# Feature Engineering on DK Housing Prices Dataset

## Identification of Attribute Types

In [ ]:
# Import necessary libraries
import pandas as pd
import numpy as np
import seaborn as sns
import matplotlib.pyplot as plt

# Load the dataset
df = pd.read_csv('dk_housing_prices.csv')

# Display the first few rows of the dataset
df.head()

## Handling Missing Data

In [ ]:
# Check for missing data
missing_data = df.isnull().sum()
missing_data[missing_data > 0]

### Explanation: Handling missing data is crucial to ensure the integrity of the dataset. We will use different techniques such as imputation or removal based on the nature and amount of missing data.

In [ ]:
# Impute missing data with mean for numeric columns and mode for categorical columns
for col in df.columns:
    if df[col].dtype == 'object':
        df[col].fillna(df[col].mode()[0], inplace=True)
    else:
        df[col].fillna(df[col].mean(), inplace=True)
df.isnull().sum()

## Normalization of Numeric Attributes

In [ ]:
# Normalize numeric attributes
numeric_cols = df.select_dtypes(include=[np.number]).columns
df[numeric_cols] = (df[numeric_cols] - df[numeric_cols].mean()) / df[numeric_cols].std()
df.head()

### Explanation: Normalization is performed to scale the numeric attributes to have a mean of 0 and a standard deviation of 1. This helps in improving the performance of machine learning algorithms.

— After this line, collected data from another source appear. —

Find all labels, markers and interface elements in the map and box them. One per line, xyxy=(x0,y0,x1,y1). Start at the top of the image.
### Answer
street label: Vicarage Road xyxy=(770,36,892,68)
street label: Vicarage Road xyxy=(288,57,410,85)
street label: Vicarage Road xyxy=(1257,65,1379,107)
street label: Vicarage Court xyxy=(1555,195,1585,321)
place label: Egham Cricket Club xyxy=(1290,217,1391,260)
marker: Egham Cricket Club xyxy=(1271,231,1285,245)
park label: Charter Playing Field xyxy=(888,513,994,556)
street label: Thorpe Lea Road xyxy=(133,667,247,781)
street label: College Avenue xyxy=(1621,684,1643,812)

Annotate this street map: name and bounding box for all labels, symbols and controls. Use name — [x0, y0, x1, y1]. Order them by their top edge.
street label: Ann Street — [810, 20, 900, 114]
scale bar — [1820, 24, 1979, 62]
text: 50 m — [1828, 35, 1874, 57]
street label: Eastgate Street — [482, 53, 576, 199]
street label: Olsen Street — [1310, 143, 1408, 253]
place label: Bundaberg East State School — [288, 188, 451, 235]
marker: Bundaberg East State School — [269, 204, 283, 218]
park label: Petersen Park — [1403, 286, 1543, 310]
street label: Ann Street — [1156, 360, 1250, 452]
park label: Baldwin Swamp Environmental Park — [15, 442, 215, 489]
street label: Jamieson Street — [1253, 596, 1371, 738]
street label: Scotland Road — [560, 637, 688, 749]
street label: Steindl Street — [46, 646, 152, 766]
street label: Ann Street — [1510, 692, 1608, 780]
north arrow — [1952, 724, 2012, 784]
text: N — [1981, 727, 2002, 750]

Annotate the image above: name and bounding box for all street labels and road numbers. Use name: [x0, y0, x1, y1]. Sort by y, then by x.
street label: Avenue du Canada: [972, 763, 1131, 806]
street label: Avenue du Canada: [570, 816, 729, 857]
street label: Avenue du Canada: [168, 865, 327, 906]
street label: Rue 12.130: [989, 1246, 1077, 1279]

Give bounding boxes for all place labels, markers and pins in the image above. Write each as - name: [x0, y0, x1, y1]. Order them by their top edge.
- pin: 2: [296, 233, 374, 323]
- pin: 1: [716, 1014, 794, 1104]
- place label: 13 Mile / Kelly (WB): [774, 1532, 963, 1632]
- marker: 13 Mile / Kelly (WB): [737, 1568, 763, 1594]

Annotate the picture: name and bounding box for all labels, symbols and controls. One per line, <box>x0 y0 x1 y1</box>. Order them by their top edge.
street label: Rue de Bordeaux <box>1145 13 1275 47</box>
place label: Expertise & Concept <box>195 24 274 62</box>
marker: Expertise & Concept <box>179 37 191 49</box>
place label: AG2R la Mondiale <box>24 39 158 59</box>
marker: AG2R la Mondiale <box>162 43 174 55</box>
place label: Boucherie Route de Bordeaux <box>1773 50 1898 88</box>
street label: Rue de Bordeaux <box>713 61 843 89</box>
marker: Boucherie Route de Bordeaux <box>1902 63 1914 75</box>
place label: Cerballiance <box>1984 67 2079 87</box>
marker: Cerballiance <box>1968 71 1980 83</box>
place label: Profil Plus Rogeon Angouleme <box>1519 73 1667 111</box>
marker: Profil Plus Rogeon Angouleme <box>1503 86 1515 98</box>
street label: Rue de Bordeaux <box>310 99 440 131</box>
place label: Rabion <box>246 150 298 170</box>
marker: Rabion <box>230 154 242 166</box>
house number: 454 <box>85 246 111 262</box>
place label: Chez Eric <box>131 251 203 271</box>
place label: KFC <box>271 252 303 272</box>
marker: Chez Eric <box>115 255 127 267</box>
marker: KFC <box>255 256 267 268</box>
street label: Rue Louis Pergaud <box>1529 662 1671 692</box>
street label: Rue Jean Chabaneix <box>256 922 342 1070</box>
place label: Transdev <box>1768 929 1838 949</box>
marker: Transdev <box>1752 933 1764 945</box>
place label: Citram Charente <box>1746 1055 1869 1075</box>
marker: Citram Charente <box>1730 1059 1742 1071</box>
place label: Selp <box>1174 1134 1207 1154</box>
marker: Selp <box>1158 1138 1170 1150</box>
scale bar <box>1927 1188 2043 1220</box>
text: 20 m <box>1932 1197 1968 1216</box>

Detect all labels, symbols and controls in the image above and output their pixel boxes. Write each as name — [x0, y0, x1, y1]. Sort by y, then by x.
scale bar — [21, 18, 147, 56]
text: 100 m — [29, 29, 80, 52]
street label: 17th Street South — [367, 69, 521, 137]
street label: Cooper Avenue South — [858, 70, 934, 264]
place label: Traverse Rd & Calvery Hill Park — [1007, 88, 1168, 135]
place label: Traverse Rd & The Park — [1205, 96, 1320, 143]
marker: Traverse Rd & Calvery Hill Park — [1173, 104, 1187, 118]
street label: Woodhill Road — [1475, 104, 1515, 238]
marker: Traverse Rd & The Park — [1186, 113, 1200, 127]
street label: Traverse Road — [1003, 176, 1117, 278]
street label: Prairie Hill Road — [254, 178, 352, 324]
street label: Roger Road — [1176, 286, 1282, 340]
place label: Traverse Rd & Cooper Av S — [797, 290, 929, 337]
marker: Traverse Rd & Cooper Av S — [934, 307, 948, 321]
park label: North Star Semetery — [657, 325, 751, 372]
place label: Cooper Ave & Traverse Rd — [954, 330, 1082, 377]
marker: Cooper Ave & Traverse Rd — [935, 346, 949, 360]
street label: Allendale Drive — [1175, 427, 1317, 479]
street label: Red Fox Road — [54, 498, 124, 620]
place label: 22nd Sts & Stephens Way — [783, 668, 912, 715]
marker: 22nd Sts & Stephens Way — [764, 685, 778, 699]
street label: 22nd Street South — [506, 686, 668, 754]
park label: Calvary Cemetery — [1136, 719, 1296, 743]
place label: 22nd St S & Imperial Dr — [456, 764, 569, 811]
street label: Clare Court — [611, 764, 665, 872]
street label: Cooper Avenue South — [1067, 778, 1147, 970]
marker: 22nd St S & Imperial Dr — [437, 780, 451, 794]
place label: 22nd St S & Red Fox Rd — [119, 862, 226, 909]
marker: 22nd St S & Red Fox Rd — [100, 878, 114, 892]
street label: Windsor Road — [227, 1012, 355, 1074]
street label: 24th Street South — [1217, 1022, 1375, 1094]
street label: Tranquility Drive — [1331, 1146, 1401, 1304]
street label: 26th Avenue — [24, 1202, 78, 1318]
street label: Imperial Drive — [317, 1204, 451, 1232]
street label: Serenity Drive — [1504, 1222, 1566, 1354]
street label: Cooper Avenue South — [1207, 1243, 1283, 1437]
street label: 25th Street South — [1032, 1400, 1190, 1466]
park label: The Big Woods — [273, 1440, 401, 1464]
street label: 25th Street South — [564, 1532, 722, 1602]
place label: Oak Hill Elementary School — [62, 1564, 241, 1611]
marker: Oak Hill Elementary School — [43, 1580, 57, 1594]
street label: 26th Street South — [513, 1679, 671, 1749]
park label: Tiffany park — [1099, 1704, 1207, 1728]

## Analysis of the 5 Most Expensive Cities and Cities with Maximum Unique Zip Codes

In [ ]:
# 5 most expensive cities
expensive_cities = df.groupby('city')['purchase_price'].mean().sort_values(ascending=False).head(5)
expensive_cities

In [ ]:
# 5 cities with maximum unique zip codes
unique_zip_cities = df.groupby('city')['zip_code'].nunique().sort_values(ascending=False).head(5)
unique_zip_cities

### Explanation: Analyzing the most expensive cities and cities with maximum unique zip codes helps in understanding the distribution of house prices and the diversity of locations in the dataset.

## Proximity Measures

In [ ]:
# Proximity measure between house_type and sqm
house_type_sqm = df.groupby('house_type')['sqm'].mean()
house_type_sqm

In [ ]:
# Proximity measure between house_type and purchase_price
house_type_price = df.groupby('house_type')['purchase_price'].mean()
house_type_price

In [ ]:
# Proximity measure between no_rooms and purchase_price
rooms_price = df.groupby('no_rooms')['purchase_price'].mean()
rooms_price

### Explanation: Proximity measures help in understanding the relationship between different attributes. For example, the average square meters and purchase price for each house type can provide insights into the market trends.

## Feature Selection

In [ ]:
# Feature selection using filter methods
from sklearn.feature_selection import SelectKBest, f_regression, mutual_info_regression

# Define independent variables and target variable
X = df.drop(columns=['purchase_price'])
y = df['purchase_price']

# Apply SelectKBest with f_regression
kbest_f = SelectKBest(score_func=f_regression, k=5)
kbest_f.fit(X, y)
features_f = X.columns[kbest_f.get_support()]
features_f

In [ ]:
# Apply SelectKBest with mutual_info_regression
kbest_mi = SelectKBest(score_func=mutual_info_regression, k=5)
kbest_mi.fit(X, y)
features_mi = X.columns[kbest_mi.get_support()]
features_mi

In [ ]:
# Apply correlation method
correlation = df.corr()
correlation_target = abs(correlation['purchase_price'])
relevant_features = correlation_target[correlation_target > 0.5]
relevant_features

### Explanation: Feature selection is performed to identify the most relevant features for predicting the target variable. We use different filter methods such as f_regression, mutual_info_regression, and correlation to select the top features.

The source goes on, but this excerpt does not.